Bayesian Transformer for Pan-Arctic Sea Ice Concentration Mapping and Uncertainty Estimation using Sentinel-1, RCM, and AMSR2 Data

TL;DR

The paper introduces a high-resolution Bayesian Transformer tailored for Pan-Arctic sea ice concentration (SIC) mapping with explicit uncertainty quantification. It combines global (GloFormer) and local (LoFormer) attention modules to better capture subtle ice features and uses decision-level fusion of Sentinel-1, RCM, and AMSR2 data to address heterogeneity. By treating model parameters as random variables and applying Bayes by Backpropagation, the approach yields calibrated uncertainty estimates and improves SIC accuracy relative to non-Bayesian and other UQ methods. The work demonstrates robust uncertainty maps, particularly in the marginal ice zone, and provides a practical framework for reliable Pan-Arctic SIC mapping with potential for extension to other multi-sensor, multi-modal EO tasks.

Abstract

Although high-resolution mapping of Pan-Arctic sea ice with reliable corresponding uncertainty is essential for operational sea ice concentration (SIC) charting, it is a difficult task due to some key challenges, e.g., the subtle nature of ice signature features, model uncertainty, and data heterogeneity.

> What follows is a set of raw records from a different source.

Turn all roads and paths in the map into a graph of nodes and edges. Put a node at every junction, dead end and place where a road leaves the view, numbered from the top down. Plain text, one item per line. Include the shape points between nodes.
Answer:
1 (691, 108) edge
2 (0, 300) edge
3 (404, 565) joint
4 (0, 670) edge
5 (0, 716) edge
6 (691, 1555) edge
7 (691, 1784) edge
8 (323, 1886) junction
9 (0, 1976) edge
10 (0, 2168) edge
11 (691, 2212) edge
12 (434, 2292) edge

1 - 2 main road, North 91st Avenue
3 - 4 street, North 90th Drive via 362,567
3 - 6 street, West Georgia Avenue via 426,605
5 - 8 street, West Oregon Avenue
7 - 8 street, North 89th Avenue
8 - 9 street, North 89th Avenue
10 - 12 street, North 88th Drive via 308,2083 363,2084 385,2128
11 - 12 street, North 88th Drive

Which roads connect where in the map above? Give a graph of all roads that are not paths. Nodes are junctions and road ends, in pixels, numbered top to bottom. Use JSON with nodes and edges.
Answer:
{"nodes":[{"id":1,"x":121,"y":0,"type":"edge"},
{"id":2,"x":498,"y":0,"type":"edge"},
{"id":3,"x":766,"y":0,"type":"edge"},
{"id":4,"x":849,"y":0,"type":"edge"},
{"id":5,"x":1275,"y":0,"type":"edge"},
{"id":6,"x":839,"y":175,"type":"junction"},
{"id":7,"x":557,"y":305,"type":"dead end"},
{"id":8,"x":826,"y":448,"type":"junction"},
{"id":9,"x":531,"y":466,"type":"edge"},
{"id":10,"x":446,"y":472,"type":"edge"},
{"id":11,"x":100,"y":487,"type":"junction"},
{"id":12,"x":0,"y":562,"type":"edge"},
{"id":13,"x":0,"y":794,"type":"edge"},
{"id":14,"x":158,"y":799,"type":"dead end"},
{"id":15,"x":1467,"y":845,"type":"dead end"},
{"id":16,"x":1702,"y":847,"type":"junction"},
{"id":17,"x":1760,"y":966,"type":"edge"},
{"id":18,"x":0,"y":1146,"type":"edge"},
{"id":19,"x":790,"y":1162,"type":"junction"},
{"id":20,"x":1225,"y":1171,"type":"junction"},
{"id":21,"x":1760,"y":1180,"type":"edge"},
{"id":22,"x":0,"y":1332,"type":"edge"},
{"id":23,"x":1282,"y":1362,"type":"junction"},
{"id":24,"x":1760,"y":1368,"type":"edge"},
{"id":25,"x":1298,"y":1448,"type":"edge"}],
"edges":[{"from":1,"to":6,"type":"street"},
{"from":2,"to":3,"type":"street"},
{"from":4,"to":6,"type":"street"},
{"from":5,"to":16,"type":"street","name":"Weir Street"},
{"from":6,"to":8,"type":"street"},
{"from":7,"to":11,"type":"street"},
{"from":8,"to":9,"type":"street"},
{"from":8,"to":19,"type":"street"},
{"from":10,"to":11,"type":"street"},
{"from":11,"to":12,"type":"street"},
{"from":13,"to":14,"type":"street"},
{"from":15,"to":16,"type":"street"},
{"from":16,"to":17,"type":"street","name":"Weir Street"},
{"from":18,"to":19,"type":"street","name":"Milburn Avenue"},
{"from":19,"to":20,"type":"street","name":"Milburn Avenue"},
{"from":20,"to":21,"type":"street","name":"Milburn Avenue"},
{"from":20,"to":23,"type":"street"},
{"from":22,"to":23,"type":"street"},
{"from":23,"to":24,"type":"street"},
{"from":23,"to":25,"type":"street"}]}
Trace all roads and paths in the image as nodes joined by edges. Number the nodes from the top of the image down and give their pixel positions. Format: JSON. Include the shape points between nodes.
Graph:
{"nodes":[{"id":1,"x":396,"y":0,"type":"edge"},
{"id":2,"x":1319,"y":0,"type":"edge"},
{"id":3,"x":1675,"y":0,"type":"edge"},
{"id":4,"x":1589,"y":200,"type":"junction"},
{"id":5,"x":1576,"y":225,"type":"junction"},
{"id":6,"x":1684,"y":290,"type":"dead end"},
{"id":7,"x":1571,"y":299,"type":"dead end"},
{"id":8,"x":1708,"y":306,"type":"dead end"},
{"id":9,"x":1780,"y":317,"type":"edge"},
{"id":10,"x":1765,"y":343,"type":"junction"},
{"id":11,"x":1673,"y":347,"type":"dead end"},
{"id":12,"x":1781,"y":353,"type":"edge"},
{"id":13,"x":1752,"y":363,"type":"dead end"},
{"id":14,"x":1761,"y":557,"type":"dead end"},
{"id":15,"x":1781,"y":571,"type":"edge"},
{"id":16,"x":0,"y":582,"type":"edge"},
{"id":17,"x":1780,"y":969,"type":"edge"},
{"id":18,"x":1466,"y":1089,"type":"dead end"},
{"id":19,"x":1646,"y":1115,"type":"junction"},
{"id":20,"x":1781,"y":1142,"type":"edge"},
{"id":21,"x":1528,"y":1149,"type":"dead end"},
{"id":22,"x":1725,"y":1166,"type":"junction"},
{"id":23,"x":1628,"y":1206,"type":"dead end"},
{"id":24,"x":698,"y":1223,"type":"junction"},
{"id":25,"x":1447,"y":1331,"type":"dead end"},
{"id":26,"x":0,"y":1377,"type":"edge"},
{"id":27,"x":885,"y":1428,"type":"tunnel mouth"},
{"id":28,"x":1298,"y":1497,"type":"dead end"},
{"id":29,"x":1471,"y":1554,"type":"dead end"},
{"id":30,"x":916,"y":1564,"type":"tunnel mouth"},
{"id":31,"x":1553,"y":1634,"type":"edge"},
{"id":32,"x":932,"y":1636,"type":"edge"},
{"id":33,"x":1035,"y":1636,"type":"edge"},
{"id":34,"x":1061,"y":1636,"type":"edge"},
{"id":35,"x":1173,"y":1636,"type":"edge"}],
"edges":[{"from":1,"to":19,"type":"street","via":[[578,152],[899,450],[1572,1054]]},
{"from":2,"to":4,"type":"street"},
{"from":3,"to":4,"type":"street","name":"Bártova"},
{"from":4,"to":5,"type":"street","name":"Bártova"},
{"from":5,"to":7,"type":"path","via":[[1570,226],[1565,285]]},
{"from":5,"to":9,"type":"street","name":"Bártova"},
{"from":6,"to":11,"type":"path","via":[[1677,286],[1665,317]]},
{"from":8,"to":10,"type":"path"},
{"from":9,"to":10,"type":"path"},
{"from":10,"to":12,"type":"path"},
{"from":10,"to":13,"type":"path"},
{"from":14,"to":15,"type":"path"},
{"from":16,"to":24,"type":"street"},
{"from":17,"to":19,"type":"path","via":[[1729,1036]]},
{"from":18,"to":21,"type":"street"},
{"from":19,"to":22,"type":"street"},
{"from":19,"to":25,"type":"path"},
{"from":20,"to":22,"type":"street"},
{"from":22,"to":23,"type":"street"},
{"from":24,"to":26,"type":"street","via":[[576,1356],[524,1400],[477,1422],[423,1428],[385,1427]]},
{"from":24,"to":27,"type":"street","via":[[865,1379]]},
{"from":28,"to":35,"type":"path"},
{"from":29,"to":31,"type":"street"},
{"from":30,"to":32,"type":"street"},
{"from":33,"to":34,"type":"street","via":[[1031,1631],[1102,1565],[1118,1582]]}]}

This letter presents a novel Bayesian Transformer approach for Pan-Arctic SIC mapping and uncertainty quantification using Sentinel-1, RADARSAT Constellation Mission (RCM), and Advanced Microwave Scanning Radiometer 2 (AMSR2) data. First, to improve feature extraction, we design a novel high-resolution Transformer model with both global and local modules that can better discern the subtle differences in sea ice patterns. Second, to improve uncertainty quantification, we design a Bayesian extension of the proposed Transformer model, treating its parameters as random variables to more effectively capture uncertainties. Third, to address data heterogeneity, we fuse three different data types (Sentinel-1, RCM, and AMSR2) at decision-level to improve both SIC mapping and uncertainty quantification. The proposed approach is tested on Pan-Arctic datasets from September 2021, and the results demonstrate that the proposed model can achieve both high-resolution SIC maps and robust uncertainty maps compared to other uncertainty quantification approaches.

Paper Structure

This paper contains 8 sections, 8 equations, 4 figures, 2 tables.

Figures (4)

  • Figure 1: Proposed high-resolution Transformer architecture, $f^{\omega}(.)$, with an among token Transformer block for modeling global context (GloFormer) and a within token Transformer block for modeling local detail (LoFormer).
  • Figure 2: Pan-Arctic SIC (top) and corresponding uncertainty (bottom) from the High-Resolution Bayesian Transformer for September 4th, 2021. SIC and uncertainty are derived from (a) Sentinel-1 (200m resolution), (b) RCM (200m resolution), and (c) AMSR2 (5km resolution), and (d) is the final mosaic of all data sources with Sentinel-1 layered on top, followed by RCM and AMSR2.
  • Figure 3: Local visual comparison of SIC derived from Sentinel-1 on September 4th, 2021, where (a) NASA Team SIC, (b) Sentinel-1 HV Imagery, (c) Sentinel-1 HH Imagery, (d) Deterministic Transformer SIC, (e) Mean Monte Carlo Dropout SIC, (f) Mean Epoch Ensemble SIC, and (g) Mean Bayesian Transformer SIC (our approach).
  • Figure 4: Local visual comparison of SIC derived from RCM on September 4th, 2021, where (a) NASA Team SIC, (b) RCM HV Imagery, (c) RCM HH Imagery, (d) Deterministic Transformer SIC, (e) Mean Monte Carlo Dropout SIC, (f) Mean Epoch Ensemble SIC, and (g) Mean Bayesian Transformer SIC (our approach).